Quoting the Nikkei, this essay shows how Nissan’s shift overseas and the yen’s surge threaten Japan’s manufacturing base.
The author condemns government and Bank of Japan inaction, while media elites remain complacent.
Watching NHK BS1’s The Century of War, the author argues that serious historical documentaries belong in golden hours, not trivial commentary, and calls for completing a democracy founded on freedom and intellect.
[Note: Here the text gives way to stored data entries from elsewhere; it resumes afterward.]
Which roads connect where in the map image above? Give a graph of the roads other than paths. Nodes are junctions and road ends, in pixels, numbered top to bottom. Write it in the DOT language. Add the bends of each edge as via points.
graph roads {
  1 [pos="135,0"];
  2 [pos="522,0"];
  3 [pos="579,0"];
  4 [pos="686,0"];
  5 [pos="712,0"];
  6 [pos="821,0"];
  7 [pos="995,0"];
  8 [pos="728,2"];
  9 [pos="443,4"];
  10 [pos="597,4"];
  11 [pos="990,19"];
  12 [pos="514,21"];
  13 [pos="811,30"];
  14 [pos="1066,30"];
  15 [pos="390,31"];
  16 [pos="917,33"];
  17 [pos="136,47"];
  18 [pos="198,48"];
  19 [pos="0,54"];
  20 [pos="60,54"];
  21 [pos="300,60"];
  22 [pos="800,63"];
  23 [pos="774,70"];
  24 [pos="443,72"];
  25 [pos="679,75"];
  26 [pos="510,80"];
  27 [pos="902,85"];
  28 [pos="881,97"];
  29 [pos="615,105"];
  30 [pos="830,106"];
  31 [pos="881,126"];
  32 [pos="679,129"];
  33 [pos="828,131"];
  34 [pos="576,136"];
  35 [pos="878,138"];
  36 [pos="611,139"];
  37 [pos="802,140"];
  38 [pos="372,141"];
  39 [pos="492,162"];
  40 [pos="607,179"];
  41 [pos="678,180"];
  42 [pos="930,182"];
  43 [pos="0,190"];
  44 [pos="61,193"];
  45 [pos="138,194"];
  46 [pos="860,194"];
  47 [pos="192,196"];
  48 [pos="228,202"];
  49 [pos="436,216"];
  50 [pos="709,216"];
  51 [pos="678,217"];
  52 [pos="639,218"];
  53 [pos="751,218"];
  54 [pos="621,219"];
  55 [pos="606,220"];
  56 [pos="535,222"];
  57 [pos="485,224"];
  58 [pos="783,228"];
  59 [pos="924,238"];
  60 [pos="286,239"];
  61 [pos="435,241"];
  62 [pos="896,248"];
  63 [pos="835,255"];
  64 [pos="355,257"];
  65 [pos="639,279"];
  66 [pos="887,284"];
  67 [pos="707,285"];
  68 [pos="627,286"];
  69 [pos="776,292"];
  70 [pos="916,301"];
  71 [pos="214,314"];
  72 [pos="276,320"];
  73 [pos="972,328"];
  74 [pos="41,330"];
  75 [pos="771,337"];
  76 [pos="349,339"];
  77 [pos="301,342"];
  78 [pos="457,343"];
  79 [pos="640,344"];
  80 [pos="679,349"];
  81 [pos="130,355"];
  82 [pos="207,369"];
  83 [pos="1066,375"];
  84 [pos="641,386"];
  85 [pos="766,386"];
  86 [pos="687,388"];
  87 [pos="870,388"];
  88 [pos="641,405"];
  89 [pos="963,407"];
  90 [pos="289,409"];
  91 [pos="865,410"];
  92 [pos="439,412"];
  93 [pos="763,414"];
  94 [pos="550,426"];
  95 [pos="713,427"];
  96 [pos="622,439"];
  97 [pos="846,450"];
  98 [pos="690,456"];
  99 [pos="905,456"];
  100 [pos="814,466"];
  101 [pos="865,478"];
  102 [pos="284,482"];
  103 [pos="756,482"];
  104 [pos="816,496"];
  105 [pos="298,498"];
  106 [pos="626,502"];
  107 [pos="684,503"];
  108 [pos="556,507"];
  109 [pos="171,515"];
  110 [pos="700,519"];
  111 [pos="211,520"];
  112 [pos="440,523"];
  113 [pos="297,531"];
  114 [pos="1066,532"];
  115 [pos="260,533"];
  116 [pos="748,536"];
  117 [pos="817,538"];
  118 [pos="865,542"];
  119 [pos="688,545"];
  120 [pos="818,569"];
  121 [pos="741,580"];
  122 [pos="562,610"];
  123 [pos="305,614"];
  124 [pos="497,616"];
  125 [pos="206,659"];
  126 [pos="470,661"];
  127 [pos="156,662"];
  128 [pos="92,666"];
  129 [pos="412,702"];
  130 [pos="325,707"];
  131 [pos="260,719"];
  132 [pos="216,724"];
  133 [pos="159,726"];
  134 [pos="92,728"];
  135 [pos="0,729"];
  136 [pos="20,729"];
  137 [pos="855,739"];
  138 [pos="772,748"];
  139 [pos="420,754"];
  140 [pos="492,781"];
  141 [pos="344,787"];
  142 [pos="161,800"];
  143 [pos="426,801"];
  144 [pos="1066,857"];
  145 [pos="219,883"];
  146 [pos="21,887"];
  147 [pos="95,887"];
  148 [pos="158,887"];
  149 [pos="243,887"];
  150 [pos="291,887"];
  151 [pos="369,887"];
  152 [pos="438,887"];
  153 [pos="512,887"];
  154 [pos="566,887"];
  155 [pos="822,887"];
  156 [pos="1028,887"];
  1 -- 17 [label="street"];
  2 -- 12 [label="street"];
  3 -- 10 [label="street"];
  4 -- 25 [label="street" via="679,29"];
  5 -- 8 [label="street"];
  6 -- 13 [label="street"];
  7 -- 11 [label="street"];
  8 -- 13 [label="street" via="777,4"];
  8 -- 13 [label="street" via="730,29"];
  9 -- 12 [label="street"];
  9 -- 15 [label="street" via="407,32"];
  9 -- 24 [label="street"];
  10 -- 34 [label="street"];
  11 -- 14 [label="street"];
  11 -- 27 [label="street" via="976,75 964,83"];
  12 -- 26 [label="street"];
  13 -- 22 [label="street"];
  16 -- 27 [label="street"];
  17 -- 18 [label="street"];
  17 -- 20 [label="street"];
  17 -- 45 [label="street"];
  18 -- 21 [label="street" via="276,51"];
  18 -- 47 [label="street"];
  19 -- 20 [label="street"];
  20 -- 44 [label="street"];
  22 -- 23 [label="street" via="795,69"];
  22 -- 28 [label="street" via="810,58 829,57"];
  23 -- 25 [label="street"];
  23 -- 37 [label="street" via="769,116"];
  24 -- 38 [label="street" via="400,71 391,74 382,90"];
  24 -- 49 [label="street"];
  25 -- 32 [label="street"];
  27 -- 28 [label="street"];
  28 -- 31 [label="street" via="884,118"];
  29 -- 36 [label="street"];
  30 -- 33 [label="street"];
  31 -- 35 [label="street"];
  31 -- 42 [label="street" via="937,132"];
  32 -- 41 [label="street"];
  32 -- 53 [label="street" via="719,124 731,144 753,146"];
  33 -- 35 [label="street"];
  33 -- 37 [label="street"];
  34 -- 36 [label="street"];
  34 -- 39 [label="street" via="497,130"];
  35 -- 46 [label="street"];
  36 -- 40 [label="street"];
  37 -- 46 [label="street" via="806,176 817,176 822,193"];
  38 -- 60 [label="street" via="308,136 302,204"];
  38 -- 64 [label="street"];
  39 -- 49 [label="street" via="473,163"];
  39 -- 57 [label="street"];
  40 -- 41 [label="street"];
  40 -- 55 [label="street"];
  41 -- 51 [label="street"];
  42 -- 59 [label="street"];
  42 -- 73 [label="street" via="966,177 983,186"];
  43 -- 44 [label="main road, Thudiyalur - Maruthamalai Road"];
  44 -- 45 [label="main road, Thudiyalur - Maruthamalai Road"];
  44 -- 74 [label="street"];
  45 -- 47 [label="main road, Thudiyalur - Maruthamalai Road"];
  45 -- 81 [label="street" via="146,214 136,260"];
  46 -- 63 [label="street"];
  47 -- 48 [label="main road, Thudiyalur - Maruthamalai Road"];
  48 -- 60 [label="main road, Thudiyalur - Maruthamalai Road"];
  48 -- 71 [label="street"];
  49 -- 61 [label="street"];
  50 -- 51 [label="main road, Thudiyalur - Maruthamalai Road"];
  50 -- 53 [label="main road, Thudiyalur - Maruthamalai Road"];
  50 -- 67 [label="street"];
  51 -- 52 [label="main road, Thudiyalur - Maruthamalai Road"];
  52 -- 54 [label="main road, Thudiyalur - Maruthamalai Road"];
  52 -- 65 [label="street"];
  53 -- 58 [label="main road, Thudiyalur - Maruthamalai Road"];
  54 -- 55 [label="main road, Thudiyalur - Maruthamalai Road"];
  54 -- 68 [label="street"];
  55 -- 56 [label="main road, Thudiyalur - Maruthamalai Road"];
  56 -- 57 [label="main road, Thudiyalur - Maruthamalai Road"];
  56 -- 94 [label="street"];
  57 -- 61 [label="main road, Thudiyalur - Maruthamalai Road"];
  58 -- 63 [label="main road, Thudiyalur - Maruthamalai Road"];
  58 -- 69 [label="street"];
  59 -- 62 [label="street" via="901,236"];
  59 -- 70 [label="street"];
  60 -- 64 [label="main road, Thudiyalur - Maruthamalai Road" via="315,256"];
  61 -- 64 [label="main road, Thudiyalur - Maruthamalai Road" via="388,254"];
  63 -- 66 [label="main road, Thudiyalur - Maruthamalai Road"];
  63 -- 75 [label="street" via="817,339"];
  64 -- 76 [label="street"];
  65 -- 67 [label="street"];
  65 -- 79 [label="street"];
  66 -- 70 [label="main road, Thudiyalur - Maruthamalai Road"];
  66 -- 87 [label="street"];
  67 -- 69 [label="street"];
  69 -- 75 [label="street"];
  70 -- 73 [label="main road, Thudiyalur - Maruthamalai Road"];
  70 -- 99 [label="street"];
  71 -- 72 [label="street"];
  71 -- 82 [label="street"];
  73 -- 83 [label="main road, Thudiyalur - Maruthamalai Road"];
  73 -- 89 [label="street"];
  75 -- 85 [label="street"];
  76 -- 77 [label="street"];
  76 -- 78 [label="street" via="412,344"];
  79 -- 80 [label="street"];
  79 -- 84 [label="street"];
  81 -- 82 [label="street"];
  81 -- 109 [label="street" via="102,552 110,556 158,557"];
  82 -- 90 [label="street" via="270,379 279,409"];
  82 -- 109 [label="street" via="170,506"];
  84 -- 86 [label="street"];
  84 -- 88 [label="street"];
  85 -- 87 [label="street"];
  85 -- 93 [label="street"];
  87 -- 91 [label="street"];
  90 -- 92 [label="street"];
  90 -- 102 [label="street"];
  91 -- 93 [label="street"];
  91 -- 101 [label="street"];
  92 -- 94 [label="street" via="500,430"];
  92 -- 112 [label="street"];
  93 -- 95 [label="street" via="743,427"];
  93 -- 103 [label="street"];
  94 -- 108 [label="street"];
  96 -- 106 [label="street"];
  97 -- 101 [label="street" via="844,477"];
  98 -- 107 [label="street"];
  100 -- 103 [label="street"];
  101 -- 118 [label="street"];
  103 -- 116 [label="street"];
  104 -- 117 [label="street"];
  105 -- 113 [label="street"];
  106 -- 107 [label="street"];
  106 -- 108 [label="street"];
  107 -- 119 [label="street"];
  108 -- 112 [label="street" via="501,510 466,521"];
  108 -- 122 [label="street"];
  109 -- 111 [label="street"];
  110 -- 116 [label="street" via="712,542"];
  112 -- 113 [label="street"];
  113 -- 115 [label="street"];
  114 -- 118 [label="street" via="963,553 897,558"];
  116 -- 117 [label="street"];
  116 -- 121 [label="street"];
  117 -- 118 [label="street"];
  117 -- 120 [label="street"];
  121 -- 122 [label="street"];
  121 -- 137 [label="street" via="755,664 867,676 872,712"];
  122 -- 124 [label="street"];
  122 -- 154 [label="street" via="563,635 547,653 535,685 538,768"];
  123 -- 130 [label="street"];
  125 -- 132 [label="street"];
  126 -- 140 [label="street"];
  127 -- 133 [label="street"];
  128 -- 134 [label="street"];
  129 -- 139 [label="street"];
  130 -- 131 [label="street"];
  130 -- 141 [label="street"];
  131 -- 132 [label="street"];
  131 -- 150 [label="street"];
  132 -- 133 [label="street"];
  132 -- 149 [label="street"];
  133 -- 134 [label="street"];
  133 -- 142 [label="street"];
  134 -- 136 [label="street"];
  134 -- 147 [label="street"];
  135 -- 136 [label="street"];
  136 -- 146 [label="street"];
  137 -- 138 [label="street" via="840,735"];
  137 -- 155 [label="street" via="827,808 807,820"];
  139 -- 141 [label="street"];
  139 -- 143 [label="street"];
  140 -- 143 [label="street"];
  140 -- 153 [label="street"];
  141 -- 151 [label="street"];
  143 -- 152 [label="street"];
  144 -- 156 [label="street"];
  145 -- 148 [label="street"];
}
Citing a Nikkei newspaper article, the author points out how Japan’s status as a manufacturing powerhouse is being threatened by the appreciating yen, just as Nissan’s Carlos Ghosn had warned.
Amid the shift of production overseas and the loss of domestic jobs, the author harshly criticizes the government’s inaction, the Bank of Japan’s complacency, and the media’s self-serving mindset.
He condemns TV stations for airing “inaccurate and lukewarm” content during prime time instead of important documentaries, arguing that such behavior is leading the country astray.

Fact
August 13, 2010

From this morning’s Nikkei front page… Nissan CEO Carlos Ghosn had already warned at the end of the previous year: “If the yen appreciates excessively, Japan’s position as a manufacturing power will be shaken.” Indeed, Nissan has already shifted plants overseas, and the March now comes from Thailand.
An exchange rate of 1 dollar = 80 yen was once reached in 1995 during the height of U.S.–Japan trade friction.
But compared with then, the risk of hollowing out as production bases move abroad and domestic jobs are lost is now much higher. There are very few things left that “can only be made in Japan.”
Japan’s footing as a manufacturing nation is already faltering badly. Another factor is the sense that restructuring and cost-cutting have been “exhausted.” Further reductions seem possible only through overseas expansion.
Despite Japan’s structural economic weakness, the yen has strengthened due to the government and the Bank of Japan’s inaction. The Obama administration in the U.S. and other nations pursued weaker currencies and external demand expansion as key measures. Meanwhile, Japan is seen as indifferent to its own currency, paralyzed by opposition control of the Upper House, and the BOJ failed to act at its August 10 meeting.
Japan is not a financial superpower. If the one remaining support—its status as a manufacturing and technology nation—collapses, then Japan will face its end. At such a time, an age will come when voices bound to some external power will rise loudly. Who will bring this about? The mass media, and the so-called notables—scholars, talents, musicians—who live off it.
Only you remain ignorant within your own safety. You believe that even if Japan ceases to be a manufacturing or technological power, your “toilet 100-watt” media (especially television)—with newspapers already gasping on their deathbeds—will remain safe. This is true hopelessness. This is folly.
Last night I watched a recorded program with a young friend (30). It was NHK BS1’s World Documentary: The Century of War, aired consecutively around 11:45 p.m. A Japanese–French coproduction and a real work of dedication.
It used modern technology to colorize black-and-white footage of major battles of World War II.
I think: if my proposals were realized, if a democratic nation founded on true freedom and the highest intellect were completed—omitted here.
If the seven regional private networks want to produce entertainment-focused programming, let them. That will merely reflect the intellectual level of each region.
Why do I say this? Because at my age, I saw the above film for the first time—though I had imagined it. My 30-year-old acquaintance also saw it for the first time: “If I had not watched it today, I probably never would have seen or known it in my lifetime.”
It is precisely such programs that should be broadcast in golden hours, not the daily flow of inaccurate, complacent commentary that misleads the nation while broadcasters bask in their own comfort.